Collected data

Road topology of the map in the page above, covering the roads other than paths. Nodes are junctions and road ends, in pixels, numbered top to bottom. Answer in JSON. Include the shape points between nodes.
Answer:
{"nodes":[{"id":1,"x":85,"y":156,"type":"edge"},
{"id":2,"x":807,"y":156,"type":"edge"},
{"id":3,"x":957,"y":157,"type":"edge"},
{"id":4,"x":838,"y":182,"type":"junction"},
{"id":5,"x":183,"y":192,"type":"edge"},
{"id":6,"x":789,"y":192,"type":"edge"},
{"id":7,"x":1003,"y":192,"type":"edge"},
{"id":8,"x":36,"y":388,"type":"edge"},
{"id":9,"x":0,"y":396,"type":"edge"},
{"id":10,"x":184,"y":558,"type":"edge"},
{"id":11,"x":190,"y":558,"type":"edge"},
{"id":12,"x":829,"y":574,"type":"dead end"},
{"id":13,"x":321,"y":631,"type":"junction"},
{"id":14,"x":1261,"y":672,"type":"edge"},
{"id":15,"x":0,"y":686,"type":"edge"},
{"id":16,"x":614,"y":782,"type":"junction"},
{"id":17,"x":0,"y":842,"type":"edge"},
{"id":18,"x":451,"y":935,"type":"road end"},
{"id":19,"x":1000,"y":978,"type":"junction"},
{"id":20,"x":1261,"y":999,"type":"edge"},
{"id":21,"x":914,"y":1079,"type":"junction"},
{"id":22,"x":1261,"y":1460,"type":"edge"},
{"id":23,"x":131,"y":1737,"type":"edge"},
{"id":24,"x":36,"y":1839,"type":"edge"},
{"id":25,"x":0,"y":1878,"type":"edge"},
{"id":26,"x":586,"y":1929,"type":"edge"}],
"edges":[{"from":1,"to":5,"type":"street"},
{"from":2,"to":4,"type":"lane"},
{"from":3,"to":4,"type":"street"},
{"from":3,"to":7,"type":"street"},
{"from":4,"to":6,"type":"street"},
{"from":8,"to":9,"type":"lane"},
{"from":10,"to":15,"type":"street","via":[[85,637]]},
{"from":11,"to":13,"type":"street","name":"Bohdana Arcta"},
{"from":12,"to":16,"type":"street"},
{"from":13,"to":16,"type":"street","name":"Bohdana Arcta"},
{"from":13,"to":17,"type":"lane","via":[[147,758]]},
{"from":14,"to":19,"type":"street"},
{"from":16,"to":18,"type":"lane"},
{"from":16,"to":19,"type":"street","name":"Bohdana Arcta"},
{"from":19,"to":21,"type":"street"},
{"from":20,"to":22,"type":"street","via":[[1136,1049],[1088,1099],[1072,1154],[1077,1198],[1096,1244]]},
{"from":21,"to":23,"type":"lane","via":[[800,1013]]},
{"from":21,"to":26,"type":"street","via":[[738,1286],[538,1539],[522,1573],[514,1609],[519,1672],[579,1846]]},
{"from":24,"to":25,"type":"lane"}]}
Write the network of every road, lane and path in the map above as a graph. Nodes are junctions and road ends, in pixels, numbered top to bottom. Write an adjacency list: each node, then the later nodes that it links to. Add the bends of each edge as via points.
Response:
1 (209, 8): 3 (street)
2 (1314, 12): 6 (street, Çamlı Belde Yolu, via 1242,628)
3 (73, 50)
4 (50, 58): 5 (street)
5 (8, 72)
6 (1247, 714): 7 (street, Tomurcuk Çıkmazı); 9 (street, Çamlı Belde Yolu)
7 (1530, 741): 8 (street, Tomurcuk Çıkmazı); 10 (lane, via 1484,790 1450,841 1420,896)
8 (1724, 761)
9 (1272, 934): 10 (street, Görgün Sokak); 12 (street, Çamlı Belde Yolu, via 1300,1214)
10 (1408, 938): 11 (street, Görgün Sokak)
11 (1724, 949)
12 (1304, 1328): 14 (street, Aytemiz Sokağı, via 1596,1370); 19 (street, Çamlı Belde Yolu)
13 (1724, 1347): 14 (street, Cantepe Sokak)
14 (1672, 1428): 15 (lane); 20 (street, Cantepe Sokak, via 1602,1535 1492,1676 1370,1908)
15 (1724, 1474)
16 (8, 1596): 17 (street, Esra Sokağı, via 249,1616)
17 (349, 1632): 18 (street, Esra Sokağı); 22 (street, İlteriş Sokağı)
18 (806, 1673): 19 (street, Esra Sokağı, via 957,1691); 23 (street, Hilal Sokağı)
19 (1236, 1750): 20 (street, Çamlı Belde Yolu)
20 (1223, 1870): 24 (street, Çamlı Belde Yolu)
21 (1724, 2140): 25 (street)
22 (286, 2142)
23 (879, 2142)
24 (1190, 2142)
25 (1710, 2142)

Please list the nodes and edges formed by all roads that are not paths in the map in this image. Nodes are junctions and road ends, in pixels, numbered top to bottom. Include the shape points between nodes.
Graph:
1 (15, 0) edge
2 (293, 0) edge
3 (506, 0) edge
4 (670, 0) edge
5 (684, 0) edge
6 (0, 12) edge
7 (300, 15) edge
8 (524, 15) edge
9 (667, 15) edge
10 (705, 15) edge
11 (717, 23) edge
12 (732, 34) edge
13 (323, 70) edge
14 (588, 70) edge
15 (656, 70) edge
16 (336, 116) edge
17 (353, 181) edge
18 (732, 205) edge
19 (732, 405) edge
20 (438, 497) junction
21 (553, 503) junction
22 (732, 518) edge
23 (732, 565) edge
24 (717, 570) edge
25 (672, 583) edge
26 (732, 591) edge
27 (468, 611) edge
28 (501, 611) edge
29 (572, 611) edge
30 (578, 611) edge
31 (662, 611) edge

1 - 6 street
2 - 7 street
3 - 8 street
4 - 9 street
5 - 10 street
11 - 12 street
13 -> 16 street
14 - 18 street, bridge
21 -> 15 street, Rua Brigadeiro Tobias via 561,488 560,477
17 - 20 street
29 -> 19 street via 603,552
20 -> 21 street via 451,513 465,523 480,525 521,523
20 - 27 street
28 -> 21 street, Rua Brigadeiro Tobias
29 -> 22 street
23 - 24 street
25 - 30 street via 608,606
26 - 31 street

Directions for this task: Gather all lines with the string "name" from the data.

Task result:
{"from":11,"to":13,"type":"street","name":"Bohdana Arcta"},
{"from":13,"to":16,"type":"street","name":"Bohdana Arcta"},
{"from":16,"to":19,"type":"street","name":"Bohdana Arcta"},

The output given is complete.